2.3.2 Parasit di intestinal
Manifestasi klinik akibat infeksi STH di saluran gastrointestinal umumnya terjadi bila intensitas infeksinya sedang dan berat, dengan intensitas
infeksi yang paling tinggi pada anak-anak Suriptiastuti, 2006. Cacing dewasa A.lumbricoides dalam jumlah yang besar di usus halus
dapat menyebabkan distensi abdomen dan rasa sakit, juga dapat membentuk bolus yang dapat menyebabkan obstruksi intestinal. Juga dapat menyebabkan
intoleransi laktosa, malabsorpsi vitamin A, dan menghisap karbohidrat dan protein yang berpengaruh pada gangguan nutrisi dan pertumbuhan. Migrasi
cacing dewasa dari duodenum ke saluran empedu bisa menyebabkan kolik empedu, kolesistitis, kolangitis, pankreatitis, abses hepar, migrasi ke saluran
appendiks menyebabkan appendiksitis Soedarto, 2008. Cacing cambuk dewasa yang menembus dinding usus menimbulkan
trauma dan kerusakan pada jaringan usus sehingga sering terjadi infeksi sekunder dengan parasit usus lainnya seperti Entamoeba histolityca, Shigella.
Pada infeksi berat akan timbul gejala berupa anemia, diare berdarah, nyeri perut, mual dan muntah, berat badan menurun, kadang terjadi prolaps rectum.
Kelainan akibat infeksi cacing tambang dewasa adalah kehilangan darah yang disebabkan invasi ke mukosa dan sub mukosa usus halus. Hal ini menyebabkan
Universitas Sumatera Utara
terjadinya anemia defisiensi besi, daya kognitif yang menurun, dan malnutrisi protein Bethony, 2006.
2.4 Diagnosa
Diagnosa ditegakkan dengan menemukan telur, atau larva, atau cacing dewasa dalam feses Soedarto, 2008
2.5 Pencegahan dan pemberantasan
Secara garis besar dapat dilakukan dengan tiga intervensi untuk mengendalikan infeksi STH, yaitu pemberian obat antelmintik, sanitasi dan
pendidikan kesehatan Serra, 2011. Tujuan pemberian obat antelmintik adalah mengurangi kesakitan dengan menurunkan gangguan akibat infeksi STH dan
memutuskan rantai penularan.
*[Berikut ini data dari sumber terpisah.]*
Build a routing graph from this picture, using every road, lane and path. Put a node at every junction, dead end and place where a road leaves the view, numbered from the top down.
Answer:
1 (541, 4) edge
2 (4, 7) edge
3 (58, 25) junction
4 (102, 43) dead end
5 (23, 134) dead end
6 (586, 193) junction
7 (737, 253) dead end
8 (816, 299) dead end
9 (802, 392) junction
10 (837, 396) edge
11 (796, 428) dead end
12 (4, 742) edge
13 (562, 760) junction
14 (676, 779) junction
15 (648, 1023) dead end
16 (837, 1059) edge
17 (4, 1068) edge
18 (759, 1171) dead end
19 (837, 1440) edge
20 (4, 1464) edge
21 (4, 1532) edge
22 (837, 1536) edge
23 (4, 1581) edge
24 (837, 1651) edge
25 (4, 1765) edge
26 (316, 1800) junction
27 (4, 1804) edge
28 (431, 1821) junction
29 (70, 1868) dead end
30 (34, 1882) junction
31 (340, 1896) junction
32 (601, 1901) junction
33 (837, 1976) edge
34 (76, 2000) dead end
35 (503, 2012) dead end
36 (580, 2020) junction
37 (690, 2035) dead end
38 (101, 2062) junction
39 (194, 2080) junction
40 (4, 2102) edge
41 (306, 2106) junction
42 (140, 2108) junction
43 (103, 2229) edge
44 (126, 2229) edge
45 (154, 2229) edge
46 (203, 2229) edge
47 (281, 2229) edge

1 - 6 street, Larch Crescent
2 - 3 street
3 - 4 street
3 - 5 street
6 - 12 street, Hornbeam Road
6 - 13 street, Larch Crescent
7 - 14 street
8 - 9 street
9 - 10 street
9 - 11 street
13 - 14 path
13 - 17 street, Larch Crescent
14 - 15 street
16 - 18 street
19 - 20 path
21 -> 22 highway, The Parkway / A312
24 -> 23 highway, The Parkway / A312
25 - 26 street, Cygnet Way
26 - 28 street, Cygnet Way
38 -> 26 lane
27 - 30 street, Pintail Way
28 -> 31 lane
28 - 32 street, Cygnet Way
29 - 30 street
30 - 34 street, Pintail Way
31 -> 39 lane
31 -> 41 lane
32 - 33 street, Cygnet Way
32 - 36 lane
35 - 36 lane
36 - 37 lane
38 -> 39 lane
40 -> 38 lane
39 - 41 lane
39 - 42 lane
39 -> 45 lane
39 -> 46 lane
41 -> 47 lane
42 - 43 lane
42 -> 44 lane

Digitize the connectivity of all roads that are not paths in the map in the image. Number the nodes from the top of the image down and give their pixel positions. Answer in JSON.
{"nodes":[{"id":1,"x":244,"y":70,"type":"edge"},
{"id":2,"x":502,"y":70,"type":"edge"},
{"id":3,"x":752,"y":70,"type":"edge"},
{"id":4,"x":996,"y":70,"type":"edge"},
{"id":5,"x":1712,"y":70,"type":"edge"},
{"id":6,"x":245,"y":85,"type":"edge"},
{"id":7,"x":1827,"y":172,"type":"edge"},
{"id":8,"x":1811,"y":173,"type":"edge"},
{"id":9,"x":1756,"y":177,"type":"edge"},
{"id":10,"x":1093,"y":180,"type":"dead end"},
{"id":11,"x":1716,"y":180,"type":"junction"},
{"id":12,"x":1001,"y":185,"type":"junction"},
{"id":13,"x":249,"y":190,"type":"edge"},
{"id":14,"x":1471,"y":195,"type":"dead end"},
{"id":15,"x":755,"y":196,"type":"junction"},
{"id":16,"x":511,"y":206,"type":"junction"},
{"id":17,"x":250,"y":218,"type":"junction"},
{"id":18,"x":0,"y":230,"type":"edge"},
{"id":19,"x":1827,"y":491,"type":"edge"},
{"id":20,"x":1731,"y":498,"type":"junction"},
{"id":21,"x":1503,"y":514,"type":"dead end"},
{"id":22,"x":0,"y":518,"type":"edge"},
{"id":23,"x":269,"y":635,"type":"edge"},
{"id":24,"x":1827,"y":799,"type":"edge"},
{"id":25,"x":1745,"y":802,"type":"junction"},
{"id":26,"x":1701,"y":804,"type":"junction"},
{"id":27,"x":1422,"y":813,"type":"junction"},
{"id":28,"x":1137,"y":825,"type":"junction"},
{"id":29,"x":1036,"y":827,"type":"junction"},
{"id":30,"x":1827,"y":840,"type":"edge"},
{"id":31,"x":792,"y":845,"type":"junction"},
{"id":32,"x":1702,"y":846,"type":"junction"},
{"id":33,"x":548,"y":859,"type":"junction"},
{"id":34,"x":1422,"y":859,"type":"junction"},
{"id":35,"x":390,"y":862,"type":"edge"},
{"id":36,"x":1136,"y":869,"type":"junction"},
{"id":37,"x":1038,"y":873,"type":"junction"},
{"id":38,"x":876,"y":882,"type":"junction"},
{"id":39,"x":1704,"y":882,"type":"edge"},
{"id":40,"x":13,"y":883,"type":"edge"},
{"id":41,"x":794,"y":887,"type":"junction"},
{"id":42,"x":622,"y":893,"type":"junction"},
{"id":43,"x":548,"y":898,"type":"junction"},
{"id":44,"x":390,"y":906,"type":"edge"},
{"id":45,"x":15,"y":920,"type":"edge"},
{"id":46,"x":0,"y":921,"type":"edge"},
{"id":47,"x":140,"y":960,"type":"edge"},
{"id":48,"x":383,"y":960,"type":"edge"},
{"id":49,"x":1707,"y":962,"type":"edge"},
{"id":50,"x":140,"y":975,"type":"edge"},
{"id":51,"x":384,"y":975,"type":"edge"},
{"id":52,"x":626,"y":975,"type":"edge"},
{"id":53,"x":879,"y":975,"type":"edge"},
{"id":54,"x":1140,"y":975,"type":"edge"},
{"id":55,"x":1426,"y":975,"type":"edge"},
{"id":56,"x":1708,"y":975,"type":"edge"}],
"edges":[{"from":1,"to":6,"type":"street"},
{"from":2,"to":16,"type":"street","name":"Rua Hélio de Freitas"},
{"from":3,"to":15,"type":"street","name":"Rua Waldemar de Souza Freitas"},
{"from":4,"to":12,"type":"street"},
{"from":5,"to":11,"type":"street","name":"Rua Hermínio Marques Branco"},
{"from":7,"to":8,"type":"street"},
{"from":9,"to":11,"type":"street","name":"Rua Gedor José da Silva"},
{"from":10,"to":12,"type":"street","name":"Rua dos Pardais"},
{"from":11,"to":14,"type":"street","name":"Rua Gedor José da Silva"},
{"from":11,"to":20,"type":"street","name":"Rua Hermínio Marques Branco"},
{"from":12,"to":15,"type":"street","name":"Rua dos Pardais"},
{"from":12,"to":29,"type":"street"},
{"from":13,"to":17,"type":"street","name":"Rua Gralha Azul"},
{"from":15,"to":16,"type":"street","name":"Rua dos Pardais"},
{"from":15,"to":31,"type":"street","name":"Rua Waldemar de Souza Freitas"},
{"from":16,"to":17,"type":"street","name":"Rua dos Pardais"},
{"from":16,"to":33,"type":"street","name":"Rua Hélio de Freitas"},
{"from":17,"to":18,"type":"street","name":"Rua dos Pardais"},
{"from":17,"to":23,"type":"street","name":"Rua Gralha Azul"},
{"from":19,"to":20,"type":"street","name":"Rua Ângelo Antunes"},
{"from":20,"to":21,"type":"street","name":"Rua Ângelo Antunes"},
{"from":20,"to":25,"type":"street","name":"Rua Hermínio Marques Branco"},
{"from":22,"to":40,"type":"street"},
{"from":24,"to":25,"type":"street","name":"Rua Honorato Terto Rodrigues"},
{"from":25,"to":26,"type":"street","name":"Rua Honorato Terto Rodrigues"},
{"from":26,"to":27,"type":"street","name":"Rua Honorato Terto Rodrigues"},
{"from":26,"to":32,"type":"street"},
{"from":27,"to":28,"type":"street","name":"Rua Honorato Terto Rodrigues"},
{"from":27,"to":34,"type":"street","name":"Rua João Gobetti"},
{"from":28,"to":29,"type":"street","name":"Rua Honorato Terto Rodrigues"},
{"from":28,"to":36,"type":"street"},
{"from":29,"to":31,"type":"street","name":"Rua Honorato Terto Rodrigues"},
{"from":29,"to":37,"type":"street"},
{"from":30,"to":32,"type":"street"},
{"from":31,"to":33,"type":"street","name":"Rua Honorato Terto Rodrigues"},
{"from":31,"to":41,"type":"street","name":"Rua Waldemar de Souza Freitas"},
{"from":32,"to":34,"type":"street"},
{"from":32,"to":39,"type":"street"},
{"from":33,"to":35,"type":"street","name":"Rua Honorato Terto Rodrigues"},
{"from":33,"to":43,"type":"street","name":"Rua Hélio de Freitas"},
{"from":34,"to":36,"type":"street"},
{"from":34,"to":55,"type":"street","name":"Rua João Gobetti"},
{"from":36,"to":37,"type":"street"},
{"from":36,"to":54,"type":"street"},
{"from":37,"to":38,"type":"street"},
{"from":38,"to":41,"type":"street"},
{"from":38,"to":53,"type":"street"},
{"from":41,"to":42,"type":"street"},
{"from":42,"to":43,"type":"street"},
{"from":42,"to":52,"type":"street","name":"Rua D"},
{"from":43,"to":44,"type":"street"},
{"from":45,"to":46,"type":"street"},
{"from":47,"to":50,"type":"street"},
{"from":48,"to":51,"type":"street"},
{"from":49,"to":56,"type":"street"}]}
Pemberian obat berulang kali secara teratur dengan interval tertentu pada kelompok resiko tinggi mampu menurunkan
angka kesakitan dan memperbaiki kesehatan serta pertumbuhan anak. Anak usia pra sekolah 1-5 tahun dan anak usia sekolah 5-15 tahun merupakan
kelompok resiko tinggi untuk menderita infeksi STH dengan intensitas yang tinggi. Obat yang direkomendasikan untuk mengendalikan infeksi STH di
masyarakat adalah benzimidazole, albendazole, mebendazole, levamisole, atau pyrantel pamoate Kappagoda, 2011. Sanitasi atau fasilitas jamban bertujuan
untuk mengendalikan penyebaran STH dengan cara menurunkan kontaminasi air dan tanah. Sanitasi merupakan intervensi utama untuk menghilangkan
infeksi STH, tetapi agar efektif harus mencakup populasi yang luas dan memerlukan waktu bertahun-tahun serta memerlukan biaya yang tidak sedikit
Serra, 2011 . Pendidikan kesehatan bertujuan menurunkan penyebaran dan terjadinya reinfeksi dengan cara memperbaiki perilaku kesehatan. Dengan
pendidikan kesehatan diharapkan dapat mengurangi kontaminasi STH dengan tanah dan air melalui promosi penggunaan jamban dan perilaku kebersihan.
Tanpa perubahan kebiasaan buang air besar tidak di jamban, pengobatan secara teratur tidak mampu menurunkan penyebaran infeksi STH, hal ini karena
setelah keberhasilan pengobatan akan terjadi lagi reinfeksi Ziegelbauer, 2012.